Work to complete: Search the material below for the string "Nodes" and extract each line that has it.

Supplied data:
Content starts
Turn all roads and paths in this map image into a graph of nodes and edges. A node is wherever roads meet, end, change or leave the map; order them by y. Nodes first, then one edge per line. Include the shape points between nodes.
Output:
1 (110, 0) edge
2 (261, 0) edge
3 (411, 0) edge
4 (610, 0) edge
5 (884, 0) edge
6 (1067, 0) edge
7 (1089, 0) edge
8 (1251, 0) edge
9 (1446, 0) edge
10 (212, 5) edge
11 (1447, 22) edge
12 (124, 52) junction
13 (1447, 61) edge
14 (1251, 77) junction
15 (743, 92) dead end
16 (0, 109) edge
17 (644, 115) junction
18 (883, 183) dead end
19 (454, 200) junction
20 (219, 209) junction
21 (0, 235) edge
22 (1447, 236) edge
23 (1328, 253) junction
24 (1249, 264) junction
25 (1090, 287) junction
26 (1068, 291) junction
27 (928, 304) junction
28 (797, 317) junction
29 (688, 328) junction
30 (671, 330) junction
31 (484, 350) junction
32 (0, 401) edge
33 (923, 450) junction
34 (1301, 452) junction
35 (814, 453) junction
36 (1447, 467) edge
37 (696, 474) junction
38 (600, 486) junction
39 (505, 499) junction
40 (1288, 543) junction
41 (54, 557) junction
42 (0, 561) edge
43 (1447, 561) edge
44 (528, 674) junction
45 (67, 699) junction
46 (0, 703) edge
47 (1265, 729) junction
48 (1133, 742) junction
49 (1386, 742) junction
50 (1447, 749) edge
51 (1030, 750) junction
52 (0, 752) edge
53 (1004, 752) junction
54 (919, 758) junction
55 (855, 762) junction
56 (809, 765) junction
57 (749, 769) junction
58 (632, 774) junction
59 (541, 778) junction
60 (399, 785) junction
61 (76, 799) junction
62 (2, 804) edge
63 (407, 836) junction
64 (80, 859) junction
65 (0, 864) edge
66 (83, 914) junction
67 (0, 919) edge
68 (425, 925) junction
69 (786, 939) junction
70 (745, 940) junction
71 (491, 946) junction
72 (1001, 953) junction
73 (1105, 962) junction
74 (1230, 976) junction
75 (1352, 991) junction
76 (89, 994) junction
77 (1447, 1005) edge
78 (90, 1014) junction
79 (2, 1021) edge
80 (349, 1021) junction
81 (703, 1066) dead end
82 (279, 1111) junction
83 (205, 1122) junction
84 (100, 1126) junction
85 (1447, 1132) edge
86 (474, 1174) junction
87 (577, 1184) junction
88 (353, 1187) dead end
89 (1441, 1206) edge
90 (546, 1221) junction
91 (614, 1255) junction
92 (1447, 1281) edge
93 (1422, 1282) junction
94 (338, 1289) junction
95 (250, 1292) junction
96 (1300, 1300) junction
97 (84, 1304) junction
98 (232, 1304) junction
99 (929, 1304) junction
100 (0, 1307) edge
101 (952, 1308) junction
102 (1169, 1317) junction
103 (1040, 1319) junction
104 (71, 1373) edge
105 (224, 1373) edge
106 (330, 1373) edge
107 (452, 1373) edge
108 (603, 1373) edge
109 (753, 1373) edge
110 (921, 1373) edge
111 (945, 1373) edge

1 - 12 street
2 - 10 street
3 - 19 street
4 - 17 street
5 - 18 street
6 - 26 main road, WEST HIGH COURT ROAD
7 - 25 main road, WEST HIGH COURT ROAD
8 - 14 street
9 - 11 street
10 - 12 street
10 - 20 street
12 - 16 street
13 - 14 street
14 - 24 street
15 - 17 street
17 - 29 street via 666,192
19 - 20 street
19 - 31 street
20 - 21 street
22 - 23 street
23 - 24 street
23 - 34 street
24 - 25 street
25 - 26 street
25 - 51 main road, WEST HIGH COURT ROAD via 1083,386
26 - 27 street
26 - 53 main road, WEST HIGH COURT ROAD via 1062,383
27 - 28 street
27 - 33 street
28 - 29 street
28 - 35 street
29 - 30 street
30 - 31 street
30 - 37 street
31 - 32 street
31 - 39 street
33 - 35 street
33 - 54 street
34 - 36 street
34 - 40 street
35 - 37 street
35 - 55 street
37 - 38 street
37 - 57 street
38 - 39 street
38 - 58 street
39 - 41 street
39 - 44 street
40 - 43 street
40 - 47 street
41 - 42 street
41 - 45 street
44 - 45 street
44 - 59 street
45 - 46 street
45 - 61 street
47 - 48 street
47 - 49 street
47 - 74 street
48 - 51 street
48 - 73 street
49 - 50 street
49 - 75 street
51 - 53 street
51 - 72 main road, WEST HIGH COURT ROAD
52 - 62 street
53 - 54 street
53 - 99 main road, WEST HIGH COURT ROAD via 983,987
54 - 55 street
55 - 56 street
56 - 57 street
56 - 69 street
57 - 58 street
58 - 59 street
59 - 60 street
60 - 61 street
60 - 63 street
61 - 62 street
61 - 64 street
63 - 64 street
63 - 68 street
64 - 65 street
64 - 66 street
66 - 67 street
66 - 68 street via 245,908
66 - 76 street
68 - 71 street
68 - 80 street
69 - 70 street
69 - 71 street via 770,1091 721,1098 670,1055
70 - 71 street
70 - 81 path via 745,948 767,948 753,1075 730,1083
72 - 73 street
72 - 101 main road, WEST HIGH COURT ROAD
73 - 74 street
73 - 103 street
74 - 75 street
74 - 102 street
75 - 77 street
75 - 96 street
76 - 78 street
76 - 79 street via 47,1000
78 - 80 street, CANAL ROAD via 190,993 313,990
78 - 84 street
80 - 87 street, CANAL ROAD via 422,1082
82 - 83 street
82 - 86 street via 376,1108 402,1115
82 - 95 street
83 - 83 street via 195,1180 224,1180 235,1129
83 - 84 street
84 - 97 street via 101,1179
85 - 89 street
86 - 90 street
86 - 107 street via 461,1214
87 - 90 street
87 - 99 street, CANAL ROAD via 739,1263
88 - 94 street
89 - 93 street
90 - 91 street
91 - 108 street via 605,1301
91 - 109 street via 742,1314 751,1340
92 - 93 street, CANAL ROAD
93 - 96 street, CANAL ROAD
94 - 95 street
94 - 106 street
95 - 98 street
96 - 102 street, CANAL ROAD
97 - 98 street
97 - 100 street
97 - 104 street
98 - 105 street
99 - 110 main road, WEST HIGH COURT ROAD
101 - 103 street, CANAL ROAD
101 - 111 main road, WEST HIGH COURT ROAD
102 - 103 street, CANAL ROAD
Content ends
Content starts
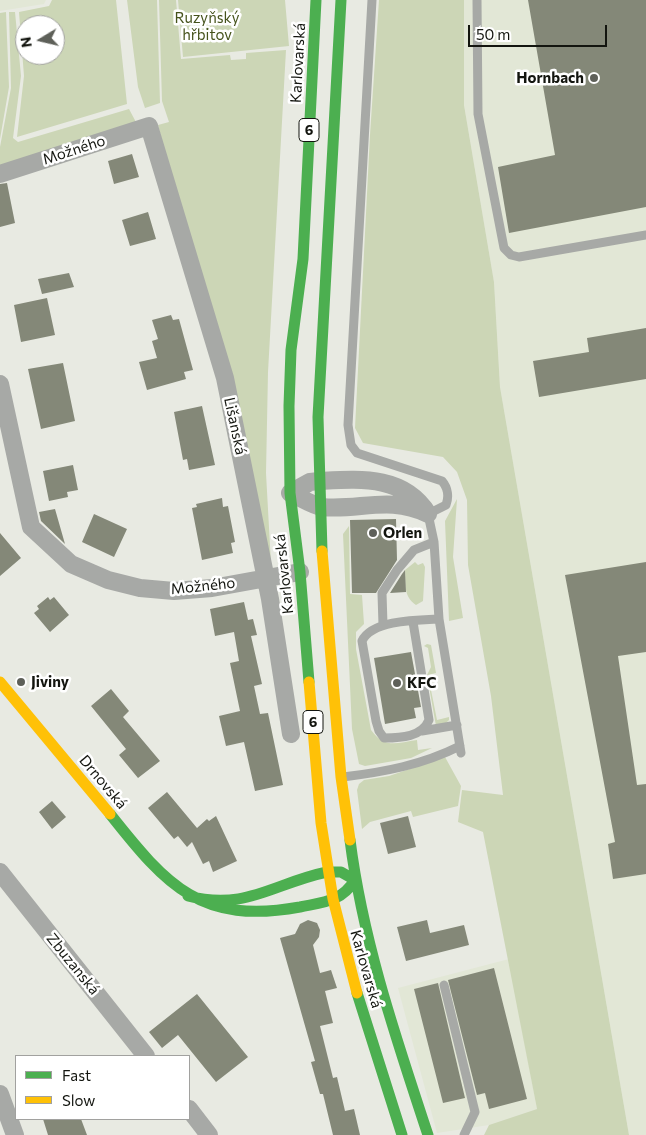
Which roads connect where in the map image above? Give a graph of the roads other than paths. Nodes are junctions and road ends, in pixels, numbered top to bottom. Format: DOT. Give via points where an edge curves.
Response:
Content ends
Content starts
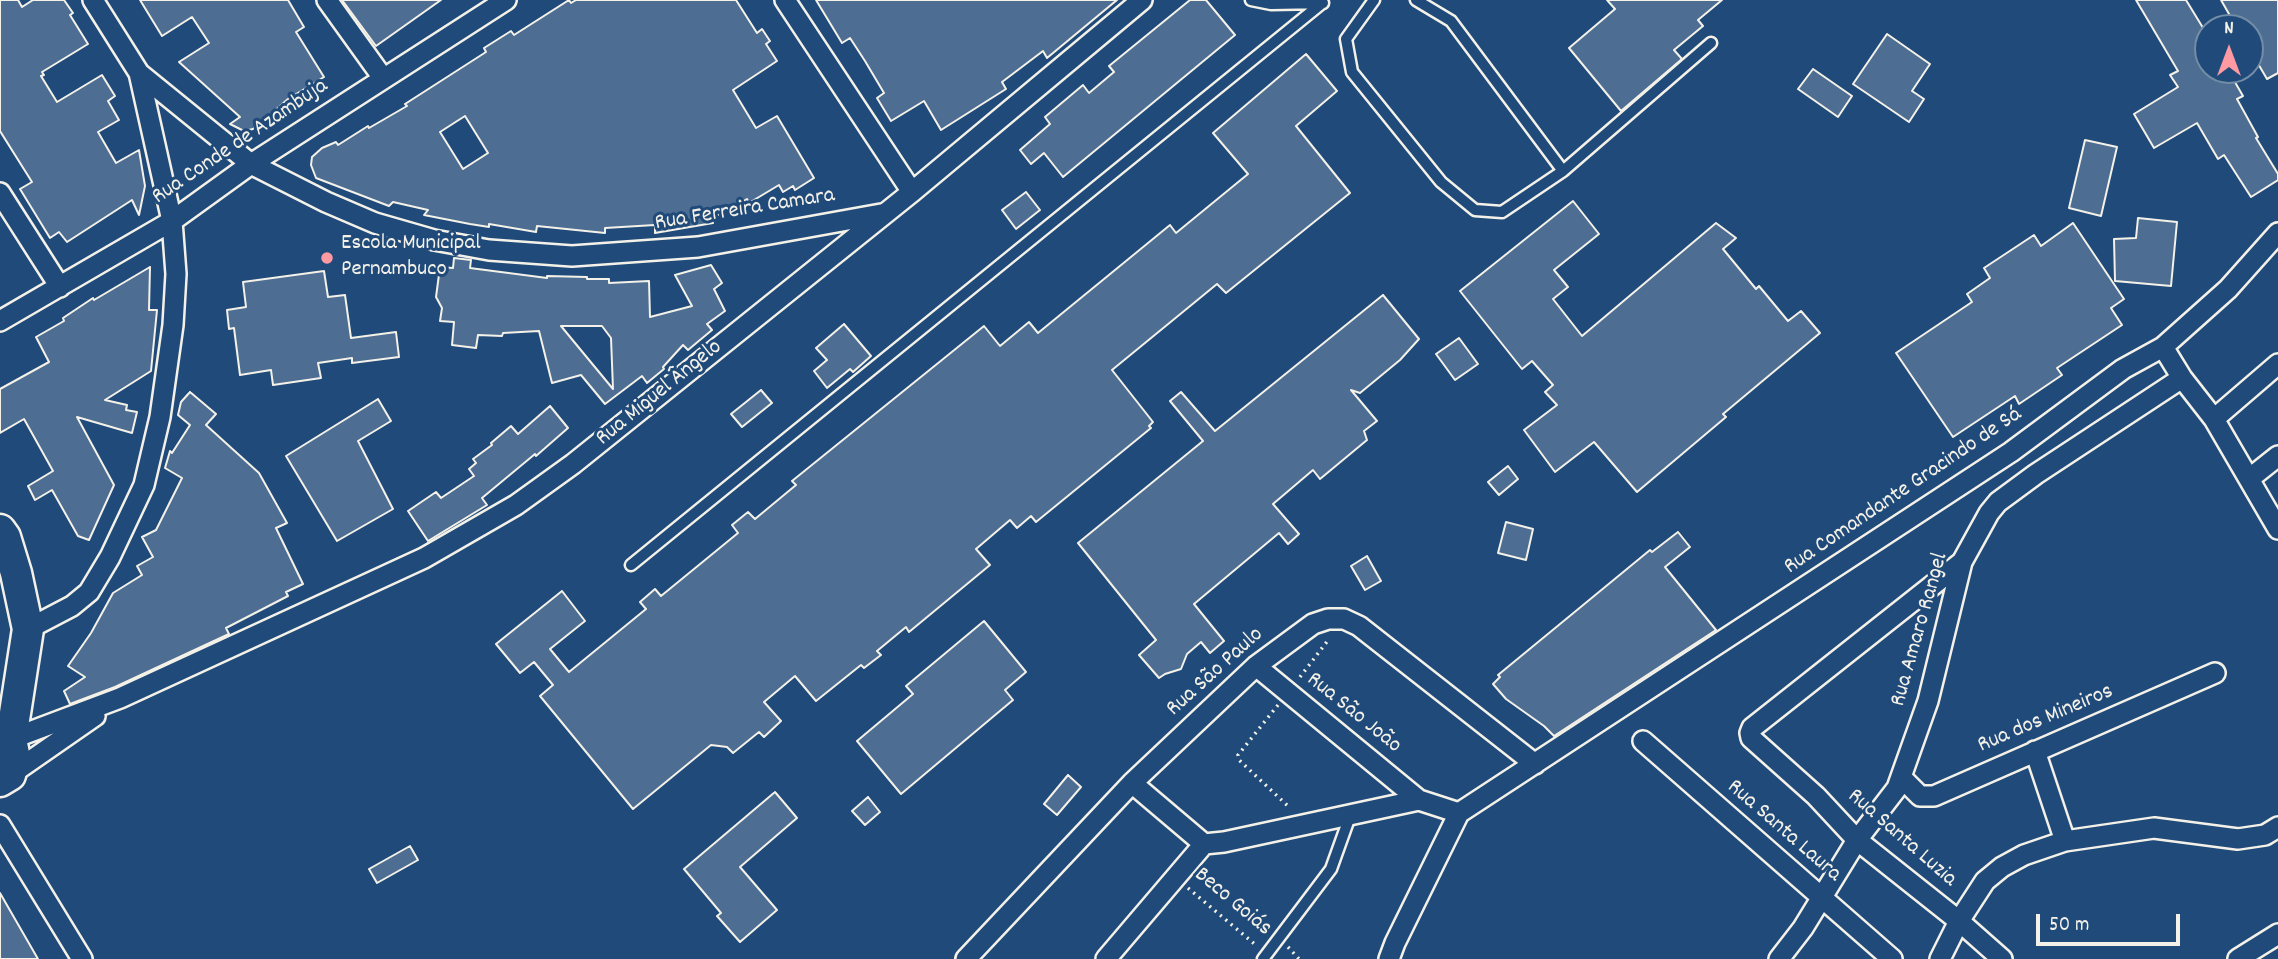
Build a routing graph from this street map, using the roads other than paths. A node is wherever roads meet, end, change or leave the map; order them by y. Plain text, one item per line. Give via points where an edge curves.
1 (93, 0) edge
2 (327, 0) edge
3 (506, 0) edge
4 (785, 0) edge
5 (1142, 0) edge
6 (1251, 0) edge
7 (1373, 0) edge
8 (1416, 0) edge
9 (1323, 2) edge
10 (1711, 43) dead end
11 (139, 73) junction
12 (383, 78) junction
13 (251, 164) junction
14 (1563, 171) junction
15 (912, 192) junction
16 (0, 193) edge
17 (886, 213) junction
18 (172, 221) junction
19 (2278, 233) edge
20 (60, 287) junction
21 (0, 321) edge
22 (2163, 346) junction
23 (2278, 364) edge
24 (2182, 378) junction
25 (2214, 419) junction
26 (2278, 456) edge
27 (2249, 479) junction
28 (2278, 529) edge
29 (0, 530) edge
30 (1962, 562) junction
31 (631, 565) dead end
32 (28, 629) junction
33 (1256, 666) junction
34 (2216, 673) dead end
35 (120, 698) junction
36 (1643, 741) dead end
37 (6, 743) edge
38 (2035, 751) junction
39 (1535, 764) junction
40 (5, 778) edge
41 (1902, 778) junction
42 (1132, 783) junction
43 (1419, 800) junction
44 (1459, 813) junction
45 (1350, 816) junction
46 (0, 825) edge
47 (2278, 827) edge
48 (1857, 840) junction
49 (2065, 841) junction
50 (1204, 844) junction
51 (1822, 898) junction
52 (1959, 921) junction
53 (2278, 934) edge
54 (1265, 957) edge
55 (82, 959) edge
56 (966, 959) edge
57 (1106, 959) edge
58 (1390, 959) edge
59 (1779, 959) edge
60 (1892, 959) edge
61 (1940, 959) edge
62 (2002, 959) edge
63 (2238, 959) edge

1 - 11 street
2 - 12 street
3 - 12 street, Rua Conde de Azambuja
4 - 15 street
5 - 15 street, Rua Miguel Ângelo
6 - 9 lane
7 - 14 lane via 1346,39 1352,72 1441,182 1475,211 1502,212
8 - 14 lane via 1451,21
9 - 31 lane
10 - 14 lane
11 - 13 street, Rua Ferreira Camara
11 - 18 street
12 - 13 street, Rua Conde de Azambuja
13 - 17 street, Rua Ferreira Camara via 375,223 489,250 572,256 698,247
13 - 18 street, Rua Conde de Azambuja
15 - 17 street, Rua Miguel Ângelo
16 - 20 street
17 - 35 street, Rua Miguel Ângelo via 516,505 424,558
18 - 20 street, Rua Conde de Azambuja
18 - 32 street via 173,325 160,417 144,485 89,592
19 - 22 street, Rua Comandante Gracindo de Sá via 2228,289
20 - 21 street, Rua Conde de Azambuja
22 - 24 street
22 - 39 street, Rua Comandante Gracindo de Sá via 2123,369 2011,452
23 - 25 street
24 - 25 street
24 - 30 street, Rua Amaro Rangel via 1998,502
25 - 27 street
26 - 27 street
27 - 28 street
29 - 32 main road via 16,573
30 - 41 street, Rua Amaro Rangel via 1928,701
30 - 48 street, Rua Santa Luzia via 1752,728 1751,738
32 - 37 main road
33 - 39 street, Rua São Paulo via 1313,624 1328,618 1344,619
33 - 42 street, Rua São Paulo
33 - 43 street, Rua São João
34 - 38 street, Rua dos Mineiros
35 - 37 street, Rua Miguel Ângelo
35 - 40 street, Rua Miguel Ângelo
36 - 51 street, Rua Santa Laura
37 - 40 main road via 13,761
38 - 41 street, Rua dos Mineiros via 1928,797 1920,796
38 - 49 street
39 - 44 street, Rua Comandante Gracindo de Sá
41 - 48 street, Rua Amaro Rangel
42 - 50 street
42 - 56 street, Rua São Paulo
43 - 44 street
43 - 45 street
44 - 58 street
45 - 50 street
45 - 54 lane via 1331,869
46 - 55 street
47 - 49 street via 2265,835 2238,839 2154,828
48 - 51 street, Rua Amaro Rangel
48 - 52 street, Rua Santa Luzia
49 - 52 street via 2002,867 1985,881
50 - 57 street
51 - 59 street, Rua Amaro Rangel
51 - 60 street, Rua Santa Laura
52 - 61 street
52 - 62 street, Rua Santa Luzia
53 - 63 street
Content ends
Your solution:
Turn all roads and paths in this map image into a graph of nodes and edges. A node is wherever roads meet, end, change or leave the map; order them by y. Nodes first, then one edge per line. Include the shape points between nodes.
Which roads connect where in the map image above? Give a graph of the roads other than paths. Nodes are junctions and road ends, in pixels, numbered top to bottom. Format: DOT. Give via points where an edge curves.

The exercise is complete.